- **Problem**
The task calls for the count of lines containing "edges" in these records, given as a number with no other words.

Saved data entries
::::

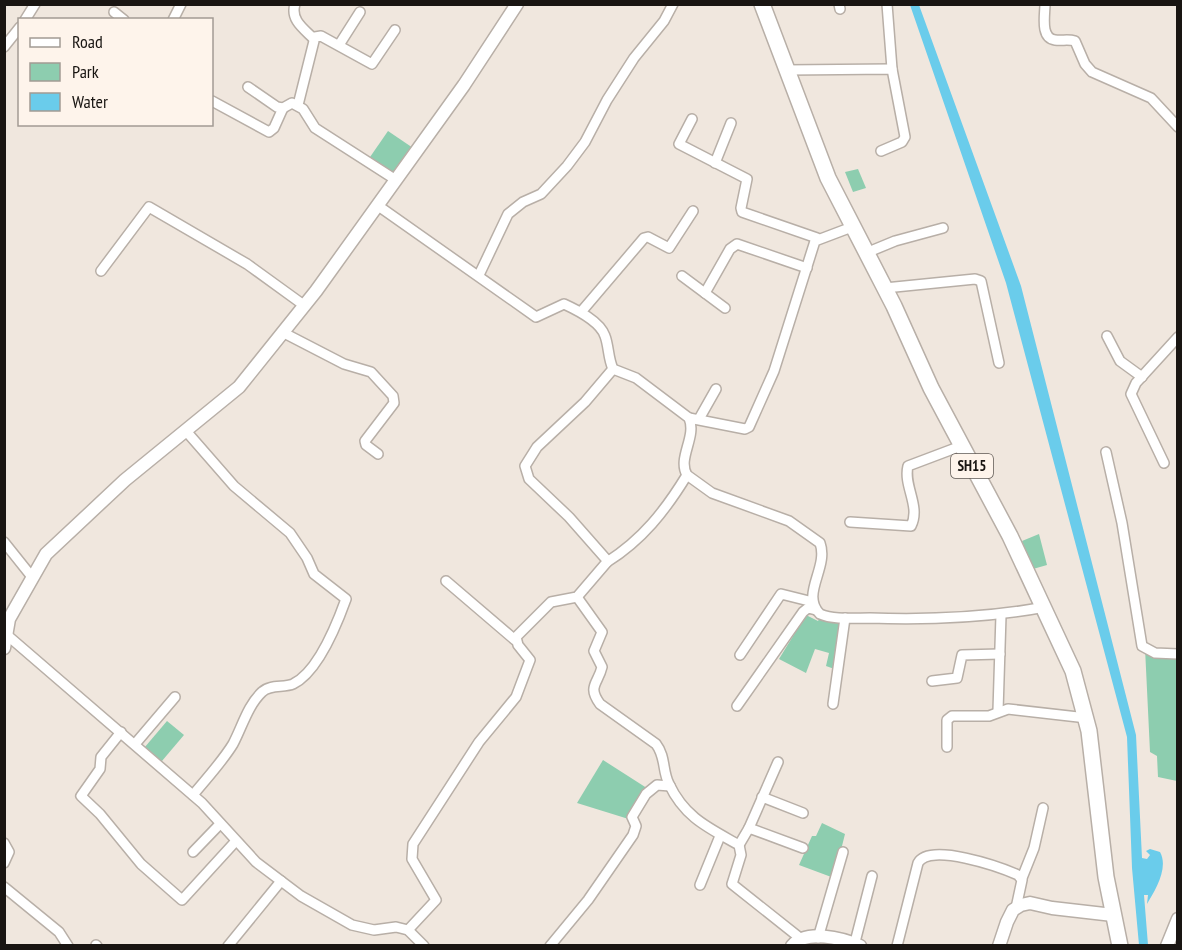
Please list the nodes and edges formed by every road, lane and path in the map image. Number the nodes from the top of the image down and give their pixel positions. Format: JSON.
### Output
{"nodes":[{"id":1,"x":35,"y":4,"type":"edge"},
{"id":2,"x":182,"y":4,"type":"edge"},
{"id":3,"x":295,"y":4,"type":"edge"},
{"id":4,"x":517,"y":4,"type":"edge"},
{"id":5,"x":673,"y":4,"type":"edge"},
{"id":6,"x":762,"y":4,"type":"edge"},
{"id":7,"x":887,"y":4,"type":"edge"},
{"id":8,"x":1045,"y":4,"type":"edge"},
{"id":9,"x":114,"y":12,"type":"dead end"},
{"id":10,"x":360,"y":12,"type":"dead end"},
{"id":11,"x":26,"y":18,"type":"edge"},
{"id":12,"x":122,"y":18,"type":"edge"},
{"id":13,"x":174,"y":18,"type":"edge"},
{"id":14,"x":18,"y":29,"type":"edge"},
{"id":15,"x":395,"y":30,"type":"dead end"},
{"id":16,"x":314,"y":39,"type":"junction"},
{"id":17,"x":339,"y":45,"type":"junction"},
{"id":18,"x":4,"y":46,"type":"edge"},
{"id":19,"x":892,"y":69,"type":"junction"},
{"id":20,"x":787,"y":70,"type":"junction"},
{"id":21,"x":248,"y":87,"type":"dead end"},
{"id":22,"x":213,"y":102,"type":"edge"},
{"id":23,"x":298,"y":105,"type":"junction"},
{"id":24,"x":283,"y":108,"type":"junction"},
{"id":25,"x":692,"y":119,"type":"dead end"},
{"id":26,"x":1176,"y":120,"type":"edge"},
{"id":27,"x":731,"y":123,"type":"dead end"},
{"id":28,"x":881,"y":151,"type":"dead end"},
{"id":29,"x":716,"y":163,"type":"junction"},
{"id":30,"x":396,"y":180,"type":"junction"},
{"id":31,"x":377,"y":205,"type":"junction"},
{"id":32,"x":693,"y":211,"type":"dead end"},
{"id":33,"x":852,"y":227,"type":"junction"},
{"id":34,"x":943,"y":228,"type":"dead end"},
{"id":35,"x":817,"y":238,"type":"junction"},
{"id":36,"x":866,"y":253,"type":"junction"},
{"id":37,"x":807,"y":268,"type":"junction"},
{"id":38,"x":101,"y":271,"type":"dead end"},
{"id":39,"x":479,"y":275,"type":"junction"},
{"id":40,"x":682,"y":276,"type":"dead end"},
{"id":41,"x":885,"y":288,"type":"junction"},
{"id":42,"x":705,"y":293,"type":"junction"},
{"id":43,"x":305,"y":306,"type":"junction"},
{"id":44,"x":726,"y":308,"type":"dead end"},
{"id":45,"x":581,"y":312,"type":"junction"},
{"id":46,"x":284,"y":333,"type":"junction"},
{"id":47,"x":1107,"y":336,"type":"dead end"},
{"id":48,"x":1178,"y":337,"type":"edge"},
{"id":49,"x":999,"y":363,"type":"dead end"},
{"id":50,"x":613,"y":369,"type":"junction"},
{"id":51,"x":1142,"y":377,"type":"junction"},
{"id":52,"x":716,"y":389,"type":"dead end"},
{"id":53,"x":694,"y":418,"type":"junction"},
{"id":54,"x":186,"y":432,"type":"junction"},
{"id":55,"x":961,"y":446,"type":"junction"},
{"id":56,"x":1106,"y":452,"type":"dead end"},
{"id":57,"x":378,"y":454,"type":"dead end"},
{"id":58,"x":1164,"y":462,"type":"dead end"},
{"id":59,"x":687,"y":475,"type":"junction"},
{"id":60,"x":850,"y":522,"type":"dead end"},
{"id":61,"x":4,"y":542,"type":"edge"},
{"id":62,"x":607,"y":562,"type":"junction"},
{"id":63,"x":32,"y":577,"type":"junction"},
{"id":64,"x":446,"y":581,"type":"dead end"},
{"id":65,"x":577,"y":597,"type":"junction"},
{"id":66,"x":814,"y":606,"type":"junction"},
{"id":67,"x":1045,"y":607,"type":"junction"},
{"id":68,"x":1001,"y":615,"type":"junction"},
{"id":69,"x":845,"y":618,"type":"junction"},
{"id":70,"x":7,"y":635,"type":"junction"},
{"id":71,"x":515,"y":640,"type":"junction"},
{"id":72,"x":4,"y":648,"type":"edge"},
{"id":73,"x":1000,"y":654,"type":"junction"},
{"id":74,"x":1178,"y":654,"type":"edge"},
{"id":75,"x":740,"y":655,"type":"dead end"},
{"id":76,"x":932,"y":681,"type":"dead end"},
{"id":77,"x":175,"y":697,"type":"dead end"},
{"id":78,"x":833,"y":704,"type":"dead end"},
{"id":79,"x":737,"y":706,"type":"dead end"},
{"id":80,"x":998,"y":711,"type":"junction"},
{"id":81,"x":1087,"y":718,"type":"junction"},
{"id":82,"x":121,"y":732,"type":"junction"},
{"id":83,"x":135,"y":744,"type":"junction"},
{"id":84,"x":947,"y":747,"type":"dead end"},
{"id":85,"x":778,"y":762,"type":"dead end"},
{"id":86,"x":670,"y":786,"type":"junction"},
{"id":87,"x":193,"y":795,"type":"junction"},
{"id":88,"x":762,"y":797,"type":"junction"},
{"id":89,"x":1043,"y":808,"type":"dead end"},
{"id":90,"x":802,"y":813,"type":"dead end"},
{"id":91,"x":220,"y":824,"type":"junction"},
{"id":92,"x":749,"y":828,"type":"junction"},
{"id":93,"x":720,"y":836,"type":"junction"},
{"id":94,"x":235,"y":842,"type":"junction"},
{"id":95,"x":4,"y":843,"type":"edge"},
{"id":96,"x":739,"y":845,"type":"junction"},
{"id":97,"x":803,"y":848,"type":"dead end"},
{"id":98,"x":193,"y":852,"type":"dead end"},
{"id":99,"x":843,"y":852,"type":"dead end"},
{"id":100,"x":4,"y":862,"type":"edge"},
{"id":101,"x":872,"y":876,"type":"dead end"},
{"id":102,"x":1022,"y":878,"type":"junction"},
{"id":103,"x":281,"y":881,"type":"junction"},
{"id":104,"x":700,"y":885,"type":"dead end"},
{"id":105,"x":4,"y":887,"type":"edge"},
{"id":106,"x":1016,"y":908,"type":"junction"},
{"id":107,"x":1113,"y":915,"type":"junction"},
{"id":108,"x":1178,"y":919,"type":"edge"},
{"id":109,"x":408,"y":930,"type":"junction"},
{"id":110,"x":818,"y":938,"type":"junction"},
{"id":111,"x":796,"y":942,"type":"edge"},
{"id":112,"x":68,"y":945,"type":"edge"},
{"id":113,"x":228,"y":945,"type":"edge"},
{"id":114,"x":424,"y":945,"type":"edge"},
{"id":115,"x":550,"y":945,"type":"edge"},
{"id":116,"x":856,"y":945,"type":"edge"},
{"id":117,"x":897,"y":945,"type":"edge"},
{"id":118,"x":999,"y":945,"type":"edge"},
{"id":119,"x":1120,"y":945,"type":"edge"},
{"id":120,"x":1167,"y":945,"type":"edge"}],
"edges":[{"from":1,"to":11,"type":"street"},
{"from":2,"to":13,"type":"street"},
{"from":3,"to":16,"type":"street"},
{"from":4,"to":30,"type":"street"},
{"from":5,"to":39,"type":"street"},
{"from":6,"to":20,"type":"main road","number":"SH15"},
{"from":7,"to":19,"type":"street"},
{"from":8,"to":26,"type":"street"},
{"from":9,"to":12,"type":"street"},
{"from":10,"to":17,"type":"street"},
{"from":14,"to":18,"type":"street"},
{"from":15,"to":17,"type":"street"},
{"from":16,"to":17,"type":"street"},
{"from":16,"to":23,"type":"street"},
{"from":19,"to":20,"type":"street"},
{"from":19,"to":28,"type":"street"},
{"from":20,"to":33,"type":"main road","number":"SH15"},
{"from":21,"to":24,"type":"street"},
{"from":22,"to":24,"type":"street"},
{"from":23,"to":24,"type":"street"},
{"from":23,"to":30,"type":"street"},
{"from":25,"to":29,"type":"street"},
{"from":27,"to":29,"type":"street"},
{"from":29,"to":35,"type":"street"},
{"from":30,"to":31,"type":"street"},
{"from":31,"to":39,"type":"street"},
{"from":31,"to":43,"type":"street"},
{"from":32,"to":45,"type":"street"},
{"from":33,"to":35,"type":"street"},
{"from":33,"to":36,"type":"main road","number":"SH15"},
{"from":34,"to":36,"type":"street"},
{"from":35,"to":37,"type":"street"},
{"from":36,"to":41,"type":"main road","number":"SH15"},
{"from":37,"to":42,"type":"street"},
{"from":37,"to":53,"type":"street"},
{"from":38,"to":43,"type":"street"},
{"from":39,"to":45,"type":"street"},
{"from":40,"to":42,"type":"street"},
{"from":41,"to":49,"type":"street"},
{"from":41,"to":55,"type":"main road","number":"SH15"},
{"from":42,"to":44,"type":"street"},
{"from":43,"to":46,"type":"street"},
{"from":45,"to":50,"type":"street"},
{"from":46,"to":54,"type":"street"},
{"from":46,"to":57,"type":"street"},
{"from":47,"to":51,"type":"street"},
{"from":48,"to":51,"type":"street"},
{"from":50,"to":53,"type":"street"},
{"from":50,"to":62,"type":"street"},
{"from":51,"to":58,"type":"street"},
{"from":52,"to":53,"type":"street"},
{"from":53,"to":59,"type":"street"},
{"from":54,"to":63,"type":"street"},
{"from":54,"to":87,"type":"street"},
{"from":55,"to":60,"type":"street"},
{"from":55,"to":67,"type":"main road","number":"SH15"},
{"from":56,"to":74,"type":"street"},
{"from":59,"to":62,"type":"street"},
{"from":59,"to":66,"type":"street"},
{"from":61,"to":63,"type":"street"},
{"from":62,"to":65,"type":"street"},
{"from":63,"to":70,"type":"street"},
{"from":64,"to":71,"type":"street"},
{"from":65,"to":71,"type":"street"},
{"from":65,"to":86,"type":"street"},
{"from":66,"to":69,"type":"street"},
{"from":66,"to":75,"type":"street"},
{"from":66,"to":79,"type":"street"},
{"from":67,"to":68,"type":"street"},
{"from":67,"to":81,"type":"main road","number":"SH15"},
{"from":68,"to":69,"type":"street"},
{"from":68,"to":73,"type":"street"},
{"from":69,"to":78,"type":"street"},
{"from":70,"to":72,"type":"street"},
{"from":70,"to":82,"type":"street"},
{"from":71,"to":109,"type":"street"},
{"from":73,"to":76,"type":"street"},
{"from":73,"to":80,"type":"street"},
{"from":77,"to":83,"type":"street"},
{"from":80,"to":81,"type":"street"},
{"from":80,"to":84,"type":"street"},
{"from":81,"to":107,"type":"main road","number":"SH15"},
{"from":82,"to":83,"type":"street"},
{"from":82,"to":94,"type":"street"},
{"from":83,"to":87,"type":"street"},
{"from":85,"to":88,"type":"street"},
{"from":86,"to":93,"type":"street"},
{"from":86,"to":115,"type":"street"},
{"from":87,"to":91,"type":"street"},
{"from":88,"to":90,"type":"street"},
{"from":88,"to":92,"type":"street"},
{"from":89,"to":102,"type":"street"},
{"from":91,"to":94,"type":"street"},
{"from":91,"to":98,"type":"street"},
{"from":92,"to":96,"type":"street"},
{"from":92,"to":97,"type":"street"},
{"from":93,"to":96,"type":"street"},
{"from":93,"to":104,"type":"street"},
{"from":94,"to":103,"type":"street"},
{"from":95,"to":100,"type":"street"},
{"from":96,"to":111,"type":"street"},
{"from":99,"to":110,"type":"street"},
{"from":101,"to":116,"type":"street"},
{"from":102,"to":106,"type":"street"},
{"from":102,"to":117,"type":"street"},
{"from":103,"to":109,"type":"street"},
{"from":103,"to":113,"type":"street"},
{"from":105,"to":112,"type":"street"},
{"from":106,"to":107,"type":"street"},
{"from":106,"to":118,"type":"street"},
{"from":107,"to":119,"type":"main road","number":"SH15"},
{"from":108,"to":120,"type":"street"},
{"from":109,"to":114,"type":"street"},
{"from":110,"to":111,"type":"street"},
{"from":110,"to":116,"type":"street"}]}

::::

- **Written answer**
2